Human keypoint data
---
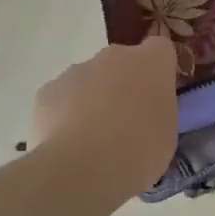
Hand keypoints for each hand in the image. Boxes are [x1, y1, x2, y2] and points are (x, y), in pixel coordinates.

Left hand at [32, 37, 178, 196]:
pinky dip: (64, 115)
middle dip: (122, 84)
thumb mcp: (167, 132)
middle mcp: (115, 55)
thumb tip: (144, 113)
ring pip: (88, 80)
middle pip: (121, 62)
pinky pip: (61, 99)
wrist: (85, 166)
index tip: (156, 95)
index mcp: (152, 62)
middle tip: (125, 122)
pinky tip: (68, 144)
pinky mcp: (48, 90)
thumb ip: (157, 111)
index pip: (160, 49)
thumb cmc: (140, 149)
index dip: (158, 70)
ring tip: (92, 140)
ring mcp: (77, 70)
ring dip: (92, 99)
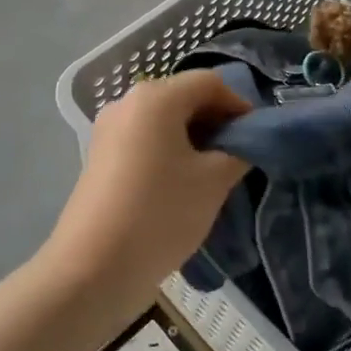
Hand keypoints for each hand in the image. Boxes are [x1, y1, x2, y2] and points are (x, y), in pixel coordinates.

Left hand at [44, 72, 251, 303]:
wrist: (93, 268)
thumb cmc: (160, 213)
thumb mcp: (213, 182)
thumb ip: (238, 152)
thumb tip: (243, 144)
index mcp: (155, 97)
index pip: (209, 83)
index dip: (239, 105)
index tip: (256, 137)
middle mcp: (127, 102)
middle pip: (184, 97)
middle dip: (216, 121)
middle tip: (239, 156)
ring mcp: (109, 130)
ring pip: (163, 120)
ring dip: (194, 138)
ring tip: (214, 173)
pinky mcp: (100, 157)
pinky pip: (144, 140)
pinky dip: (169, 151)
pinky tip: (182, 184)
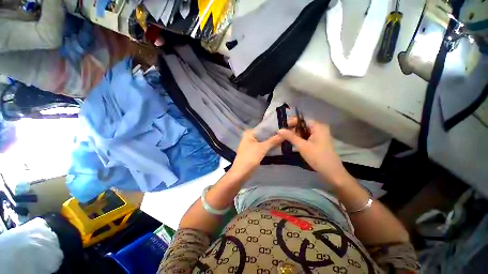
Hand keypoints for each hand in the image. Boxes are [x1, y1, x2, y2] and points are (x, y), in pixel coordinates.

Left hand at [230, 130, 283, 179]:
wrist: (241, 172)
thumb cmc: (250, 157)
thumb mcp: (263, 148)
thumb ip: (273, 140)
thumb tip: (284, 134)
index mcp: (249, 133)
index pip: (263, 128)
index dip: (272, 128)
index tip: (283, 128)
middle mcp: (249, 137)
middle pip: (263, 135)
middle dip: (272, 135)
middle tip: (285, 134)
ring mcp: (250, 145)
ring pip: (263, 141)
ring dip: (271, 141)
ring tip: (283, 139)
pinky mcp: (252, 152)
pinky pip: (262, 147)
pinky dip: (268, 147)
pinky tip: (276, 146)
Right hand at [278, 119, 348, 186]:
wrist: (332, 172)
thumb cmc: (318, 157)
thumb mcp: (302, 146)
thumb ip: (290, 137)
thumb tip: (279, 130)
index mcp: (318, 126)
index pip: (302, 120)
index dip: (291, 122)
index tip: (282, 128)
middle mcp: (319, 128)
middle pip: (302, 126)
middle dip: (292, 130)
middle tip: (282, 136)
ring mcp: (320, 135)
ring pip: (304, 132)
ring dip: (295, 136)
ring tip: (285, 140)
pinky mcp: (318, 142)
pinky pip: (307, 137)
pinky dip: (299, 139)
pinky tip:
---
● **WHAT THIS TASK INVOLVES**
Which of the lines above include the word "hand"? List those lines.

● **WRITTEN RESPONSE**
Hand keypoints for each hand in the image. Boxes are [x1, y1, x2, y2] and points are (x, y), in pixel coordinates.
Left hand at [32, 37, 178, 196]:
Hand keypoints for each hand in the image. Boxes are [x1, y1, x2, y2] and points are (x, y), in pixel coordinates.
Left hand at [44, 72, 251, 303]:
Hand keypoints for each hand in the image. Boxes are [x1, y1, x2, y2] and points are (x, y), in pixel coordinates.
Left hand at [230, 130, 283, 179]:
Right hand at [278, 119, 348, 186]:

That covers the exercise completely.